Penn neurosurgeons provide the full breadth of surgical care for patients with epilepsy, including both open and minimally invasive procedures. Upwards of 1/3 of epilepsy patients have uncontrolled seizures despite treatment with multiple medications. For these patients with drug-resistant epilepsy, surgery can provide substantial relief from seizures and be life-changing.
Pre-surgical Work Up
Epilepsy patients at Penn are initially evaluated by the Penn Epilepsy Center, which includes not only neurosurgeons but also neurologists specializing in the treatment of seizures (epileptologists), radiologists, and psychologists. The goal of this evaluation is to identify the source of seizures in the brain using non-invasive tests. These tests can include the following:
- MRI
- Nuclear medicine studies (PET/SPECT scans)
- Magnetoencephalography (MEG)
- Scalp EEG
- Neuropsychological testing
Once the above data has been collected, patients’ cases are discussed at a multidisciplinary conference to determine the best next steps. Patients are then referred to neurosurgery for discussion of surgical procedures to either (1) gather even more information about where seizures are coming from in the brain or (2) treat the seizures.
Intracranial Electrode Recordings
Identifying the parts of the brain that generate seizures is easier if the electrodes (recording devices) are closer to these locations than the scalp. Intracranial electrodes can be placed in two different ways.
- Grids & Strips: Sheets of electrodes are placed over the surface of the brain through an opening in the skull.
- Stereoencephalography (sEEG): Depth electrodes are paced directly into the brain through tiny holes in the skull just a few millimeters in size. A robotic system assists with the precise placement of these electrodes.
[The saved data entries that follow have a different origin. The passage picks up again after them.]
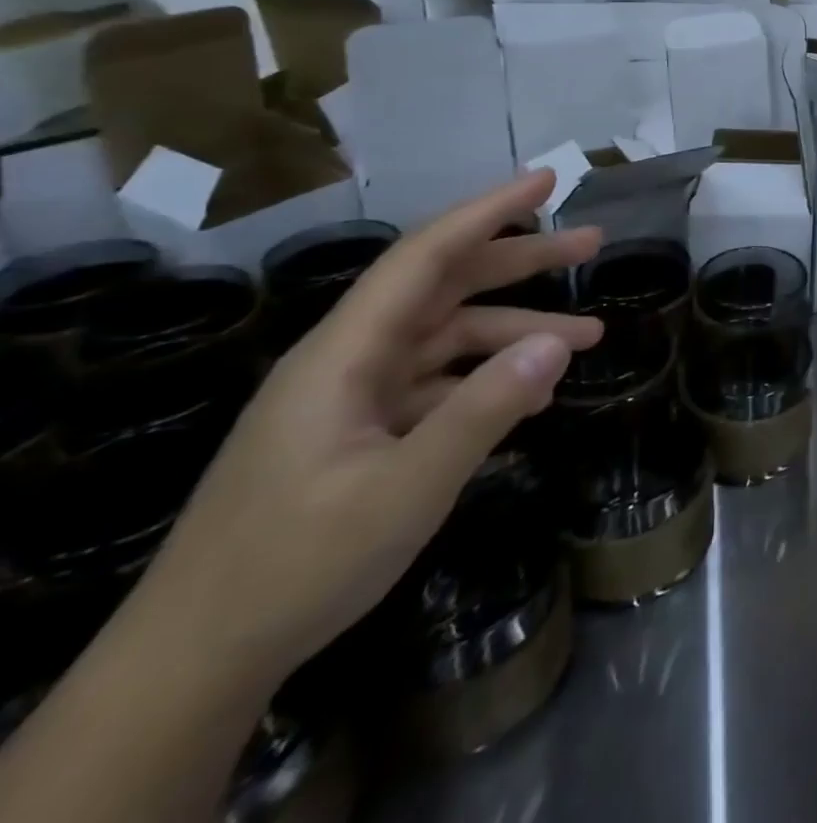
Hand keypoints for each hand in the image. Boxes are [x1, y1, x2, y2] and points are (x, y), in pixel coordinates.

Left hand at [130, 170, 602, 700]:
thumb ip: (482, 412)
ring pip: (450, 337)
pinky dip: (490, 380)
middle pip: (446, 286)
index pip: (426, 256)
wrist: (195, 665)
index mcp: (345, 353)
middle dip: (522, 260)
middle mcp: (351, 359)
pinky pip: (440, 384)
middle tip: (592, 243)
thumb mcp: (404, 490)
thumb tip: (557, 346)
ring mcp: (356, 398)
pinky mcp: (363, 433)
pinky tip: (534, 399)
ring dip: (518, 329)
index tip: (546, 181)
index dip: (488, 211)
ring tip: (589, 338)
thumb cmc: (294, 567)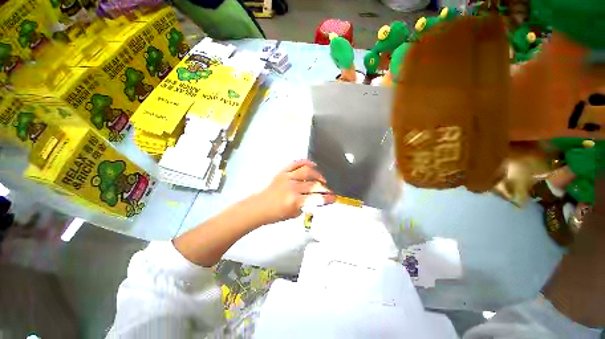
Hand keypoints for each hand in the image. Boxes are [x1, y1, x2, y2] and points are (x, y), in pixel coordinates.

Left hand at [252, 159, 335, 223]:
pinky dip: (305, 162)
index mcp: (294, 201)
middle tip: (329, 190)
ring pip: (307, 171)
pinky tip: (313, 165)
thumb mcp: (294, 214)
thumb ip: (307, 205)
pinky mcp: (282, 172)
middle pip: (314, 184)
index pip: (316, 198)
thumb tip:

Surgical Treatment of Epilepsy
The surgical treatment of epilepsy falls into two categories: resections/ablations and neuromodulation. Resections/ablations hold the potential for curing a patient of their epilepsy. Neuromodulatory therapies are designed to reduce the frequency of seizures when they arise from multiple areas of the brain. There are surgical therapies to consider for any patient with drug-resistant epilepsy.
Resections/ablations
These treatments include traditional craniotomies for removing lesions or abnormal parts of the brain that are causing seizures and laser interstitial thermal therapy (LITT).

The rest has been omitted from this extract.